Shakespeare: From the Globe to the Global
FAIN: EH-50239-10
Folger Shakespeare Library admin by Trustees of Amherst College (Washington, DC 20003-1004)
Kathleen Lynch (Project Director: March 2010 to January 2011)
Michael Neill (Project Director: January 2011 to April 2014)
Michael Neill (Co Project Director: March 2010 to January 2011)
Kathleen Lynch (Co Project Director: January 2011 to April 2014)
Funding details:
Original grant (2010) $196,053.00
Supplement (2011) $10,000.00
A five-week college and university teacher institute for twenty participants to examine the history of reception, adaptation, translation, and re-conceptualization of Shakespeare's works.
In today's multicultural classrooms, a nuanced understanding of such early modern English concepts as nation, race, and imperial destiny is needed to address the culturally sensitive issues raised in many of Shakespeare's plays. This institute, sponsored by the Folger Institute's Center for Shakespeare Studies, will equip college teachers to introduce their students to Shakespeare in his global and historical contexts.
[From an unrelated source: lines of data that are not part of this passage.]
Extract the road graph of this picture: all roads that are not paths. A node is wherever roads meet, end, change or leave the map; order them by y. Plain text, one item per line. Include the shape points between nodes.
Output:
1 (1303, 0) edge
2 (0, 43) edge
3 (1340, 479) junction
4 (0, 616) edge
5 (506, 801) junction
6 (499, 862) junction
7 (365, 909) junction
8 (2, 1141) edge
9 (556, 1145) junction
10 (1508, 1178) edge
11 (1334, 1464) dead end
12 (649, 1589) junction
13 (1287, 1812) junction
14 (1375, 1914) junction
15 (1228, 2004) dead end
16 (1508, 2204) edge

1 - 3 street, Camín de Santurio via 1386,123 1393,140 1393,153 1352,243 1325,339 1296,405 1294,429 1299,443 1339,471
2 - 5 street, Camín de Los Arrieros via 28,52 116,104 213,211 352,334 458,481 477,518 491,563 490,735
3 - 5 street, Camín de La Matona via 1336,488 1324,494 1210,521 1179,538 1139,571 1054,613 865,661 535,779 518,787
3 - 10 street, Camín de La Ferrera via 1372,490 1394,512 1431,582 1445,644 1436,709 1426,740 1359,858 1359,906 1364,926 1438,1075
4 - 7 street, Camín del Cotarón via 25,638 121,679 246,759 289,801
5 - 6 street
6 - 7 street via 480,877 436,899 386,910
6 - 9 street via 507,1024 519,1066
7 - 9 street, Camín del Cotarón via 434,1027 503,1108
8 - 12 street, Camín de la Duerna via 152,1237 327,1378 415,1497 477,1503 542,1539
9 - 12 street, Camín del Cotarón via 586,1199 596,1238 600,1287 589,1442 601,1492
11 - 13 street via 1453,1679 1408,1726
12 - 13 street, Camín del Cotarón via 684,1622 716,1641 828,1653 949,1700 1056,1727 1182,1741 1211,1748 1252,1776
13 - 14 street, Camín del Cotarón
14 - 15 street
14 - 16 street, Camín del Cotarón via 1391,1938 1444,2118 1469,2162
His plays initially reflected the concerns of an expanding early modern world. Shakespeare emerged as a voice and an icon of empire and Englishness. He is now the most significant representative of a globalized literary culture and the most popular playwright of the non-Anglophone world. Twenty participants will examine this history of reception, adaptation, translation, and re-appropriation. With a distinguished faculty and the unparalleled Folger collections, they will integrate their discoveries into their courses and disseminate them through a resource-rich website.